Every year, 1.2 million people are killed worldwide as a result of road accidents and up to 50 million more are injured. Most of these are in non-OECD countries, but no one can feel complacent. In Europe, more than 100,000 people die, while a further 2 million people are injured. Road accidents are the principal cause of death for young men under 25.
Nor do road accidents come cheap. There are high costs in terms of lost productive capacity and human capital, be it for fatalities or injuries. Add to this the medical and non-medical rehabilitation expenses. Some costs are less obvious: broken families, the loss of a wage-earner, even the cost of counselling. And of course, damage to property has to be paid for. Some estimates put the total economic loss resulting from road deaths and injuries at a remarkable 2-3% of GDP in OECD countries.
This makes road safety a serious public health issue. So much so that the World Health Organization made road safety the theme of this year’s World Health Day on 7 April.

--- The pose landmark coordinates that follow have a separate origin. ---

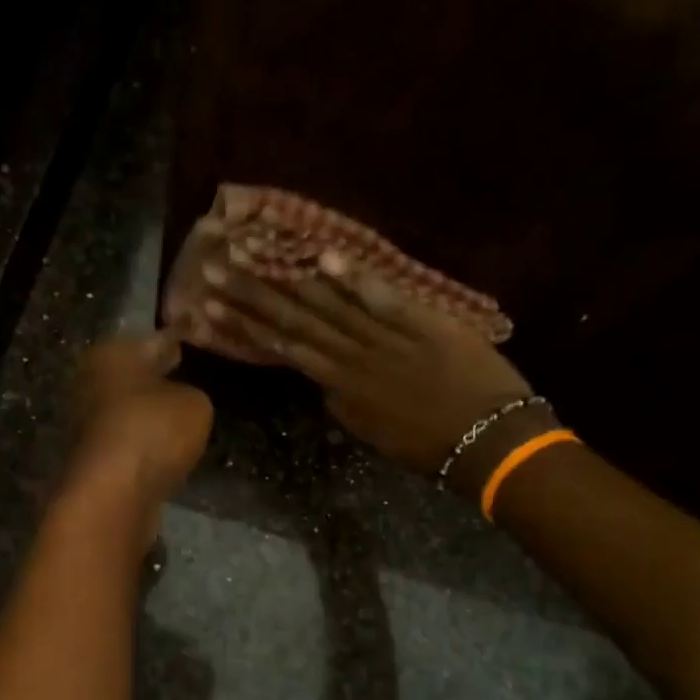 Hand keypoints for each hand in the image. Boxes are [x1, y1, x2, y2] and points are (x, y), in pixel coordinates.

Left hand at [69, 332, 213, 508]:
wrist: (113, 495)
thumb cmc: (152, 431)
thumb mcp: (195, 403)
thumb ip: (193, 393)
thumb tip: (180, 399)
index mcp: (111, 354)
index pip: (156, 339)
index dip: (178, 339)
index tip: (193, 339)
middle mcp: (92, 382)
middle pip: (136, 374)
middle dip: (160, 376)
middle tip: (191, 376)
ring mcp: (88, 423)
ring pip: (130, 408)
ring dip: (151, 411)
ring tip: (184, 414)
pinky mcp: (94, 458)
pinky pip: (129, 439)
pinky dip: (145, 440)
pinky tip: (167, 446)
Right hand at [199, 248, 548, 487]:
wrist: (489, 442)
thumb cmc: (431, 446)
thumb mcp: (375, 433)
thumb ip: (346, 405)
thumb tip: (324, 383)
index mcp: (342, 386)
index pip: (284, 348)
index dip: (246, 326)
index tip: (210, 306)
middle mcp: (353, 358)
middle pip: (296, 320)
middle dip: (251, 293)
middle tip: (213, 268)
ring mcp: (387, 338)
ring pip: (329, 305)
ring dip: (288, 278)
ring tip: (251, 253)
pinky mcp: (424, 323)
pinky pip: (383, 299)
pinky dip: (355, 279)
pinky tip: (324, 255) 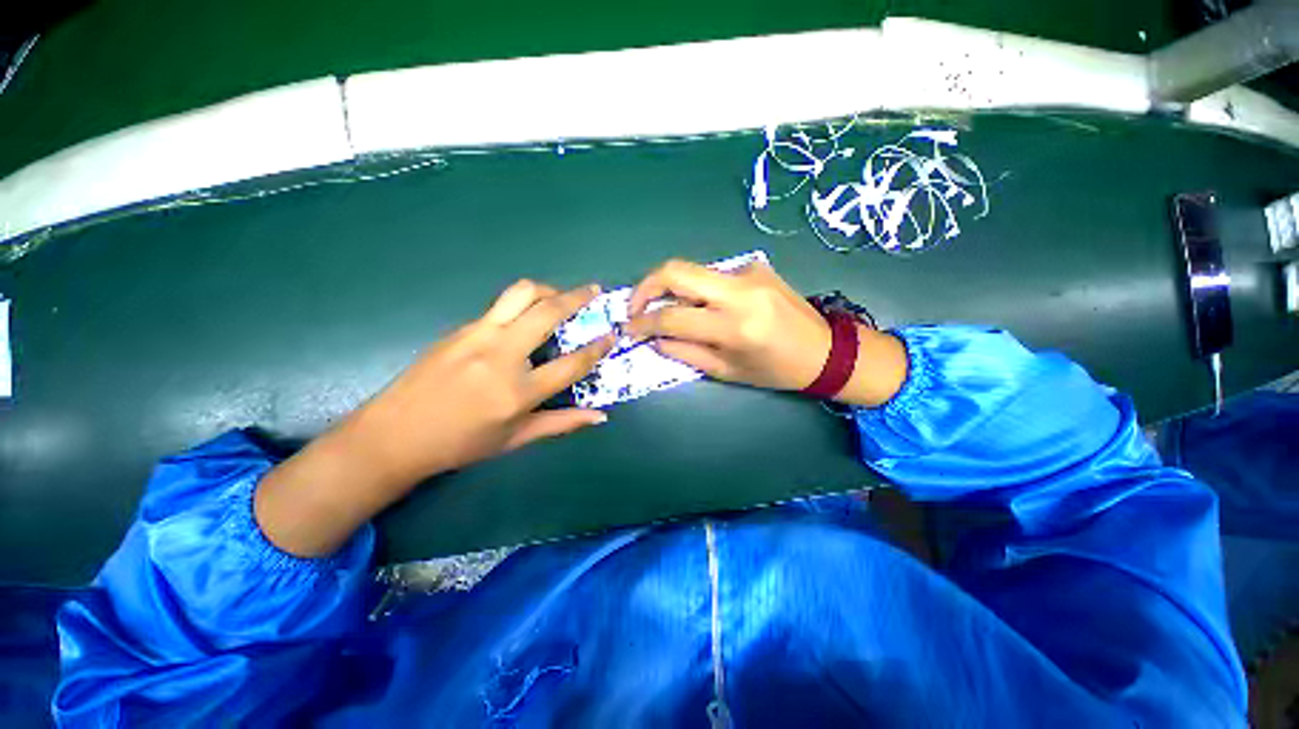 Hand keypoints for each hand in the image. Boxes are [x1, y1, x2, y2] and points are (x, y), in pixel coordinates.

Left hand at [255, 281, 614, 556]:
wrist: (394, 434)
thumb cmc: (461, 443)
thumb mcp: (516, 439)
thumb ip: (563, 423)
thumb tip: (601, 416)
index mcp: (518, 391)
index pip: (571, 363)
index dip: (597, 348)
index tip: (612, 335)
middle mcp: (501, 355)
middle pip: (547, 311)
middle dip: (577, 296)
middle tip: (594, 290)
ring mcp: (478, 335)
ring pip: (520, 294)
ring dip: (548, 289)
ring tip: (560, 295)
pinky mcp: (461, 328)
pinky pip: (501, 307)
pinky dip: (523, 304)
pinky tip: (526, 319)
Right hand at [625, 259, 907, 405]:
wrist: (825, 350)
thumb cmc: (775, 370)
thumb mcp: (726, 371)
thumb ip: (685, 353)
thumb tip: (654, 338)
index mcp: (733, 326)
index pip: (671, 316)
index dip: (643, 322)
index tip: (628, 328)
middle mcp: (739, 290)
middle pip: (675, 271)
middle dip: (645, 287)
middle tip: (636, 307)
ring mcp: (748, 271)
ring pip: (692, 271)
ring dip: (671, 288)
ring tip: (666, 309)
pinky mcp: (755, 265)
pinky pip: (713, 275)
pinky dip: (699, 290)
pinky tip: (706, 306)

UN Secretary-General Kofi Annan seized on this opportunity to remind people that road traffic injuries can be prevented, but only with deliberate action from many sectors of society, including transport, education, health and law enforcement. He cited France, historically one of the worst countries in Europe for road fatalities, as an example of what can be achieved. Since 2002, road safety has been tightened and the number of road traffic deaths has been cut by 20%.
This is an encouraging decline, and the European Conference of Ministers of Transport (ECMT) is taking a lead to ensure such progress continues. For many years the ECMT has worked towards cutting down on the number of road accidents by publishing comparative data, by making governments aware of best practice and by drawing up recommendations for action.
To this effect, the ECMT Council of Ministers unanimously agreed to set a target in 2002 to cut the number of road deaths by 50% by the year 2012. This is a laudable, though highly ambitious, goal, in view of discouraging trends in some countries, particularly Russia.
Each country has to define its own strategy to reach this goal. It will require cooperation from players across the spectrum, from those involved with policing and legislation, to public awareness and innovative technologies. To set this cooperation in motion and to make it work, a political commitment from the very highest level is vital. In fact, the improvement in France can be traced to just such a commitment, from President Jacques Chirac.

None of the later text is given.